» EXERCISE BRIEF
Copy each line of the records that contains the word "main".

==*==

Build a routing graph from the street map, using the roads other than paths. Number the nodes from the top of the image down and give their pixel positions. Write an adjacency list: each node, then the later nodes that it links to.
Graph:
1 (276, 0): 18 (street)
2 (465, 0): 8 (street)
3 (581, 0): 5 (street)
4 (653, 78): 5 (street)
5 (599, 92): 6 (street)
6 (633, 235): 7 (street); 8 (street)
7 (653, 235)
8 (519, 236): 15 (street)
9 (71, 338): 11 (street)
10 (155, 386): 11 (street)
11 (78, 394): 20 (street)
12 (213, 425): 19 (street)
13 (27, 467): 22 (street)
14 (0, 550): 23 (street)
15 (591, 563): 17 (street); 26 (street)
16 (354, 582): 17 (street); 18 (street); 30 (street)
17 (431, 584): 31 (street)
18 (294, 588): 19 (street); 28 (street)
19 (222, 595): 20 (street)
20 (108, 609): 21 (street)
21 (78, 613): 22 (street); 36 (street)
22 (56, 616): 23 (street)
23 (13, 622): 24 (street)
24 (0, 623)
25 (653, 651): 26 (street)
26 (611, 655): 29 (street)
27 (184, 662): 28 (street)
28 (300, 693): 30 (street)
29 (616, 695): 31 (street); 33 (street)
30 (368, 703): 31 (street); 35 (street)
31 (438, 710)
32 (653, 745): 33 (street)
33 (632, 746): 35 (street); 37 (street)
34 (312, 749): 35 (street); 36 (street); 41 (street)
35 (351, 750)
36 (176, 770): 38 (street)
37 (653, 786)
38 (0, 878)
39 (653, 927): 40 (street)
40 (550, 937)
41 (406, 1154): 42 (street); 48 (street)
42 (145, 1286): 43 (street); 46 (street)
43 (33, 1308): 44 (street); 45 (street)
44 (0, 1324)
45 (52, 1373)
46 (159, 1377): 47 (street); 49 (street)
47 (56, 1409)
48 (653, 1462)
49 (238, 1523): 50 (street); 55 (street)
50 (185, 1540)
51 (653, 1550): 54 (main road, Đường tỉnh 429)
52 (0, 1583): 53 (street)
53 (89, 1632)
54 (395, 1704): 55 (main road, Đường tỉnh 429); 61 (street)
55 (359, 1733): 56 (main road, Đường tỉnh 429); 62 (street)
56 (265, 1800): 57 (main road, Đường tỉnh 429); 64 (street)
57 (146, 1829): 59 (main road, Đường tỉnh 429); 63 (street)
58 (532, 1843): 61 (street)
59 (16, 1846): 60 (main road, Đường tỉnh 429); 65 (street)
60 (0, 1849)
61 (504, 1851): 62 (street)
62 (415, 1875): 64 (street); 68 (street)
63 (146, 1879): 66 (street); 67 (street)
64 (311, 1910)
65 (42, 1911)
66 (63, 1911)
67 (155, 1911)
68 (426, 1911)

==*==

» ANSWER SECTION
51 (653, 1550): 54 (main road, Đường tỉnh 429)
54 (395, 1704): 55 (main road, Đường tỉnh 429); 61 (street)
55 (359, 1733): 56 (main road, Đường tỉnh 429); 62 (street)
56 (265, 1800): 57 (main road, Đường tỉnh 429); 64 (street)
57 (146, 1829): 59 (main road, Đường tỉnh 429); 63 (street)
59 (16, 1846): 60 (main road, Đường tỉnh 429); 65 (street)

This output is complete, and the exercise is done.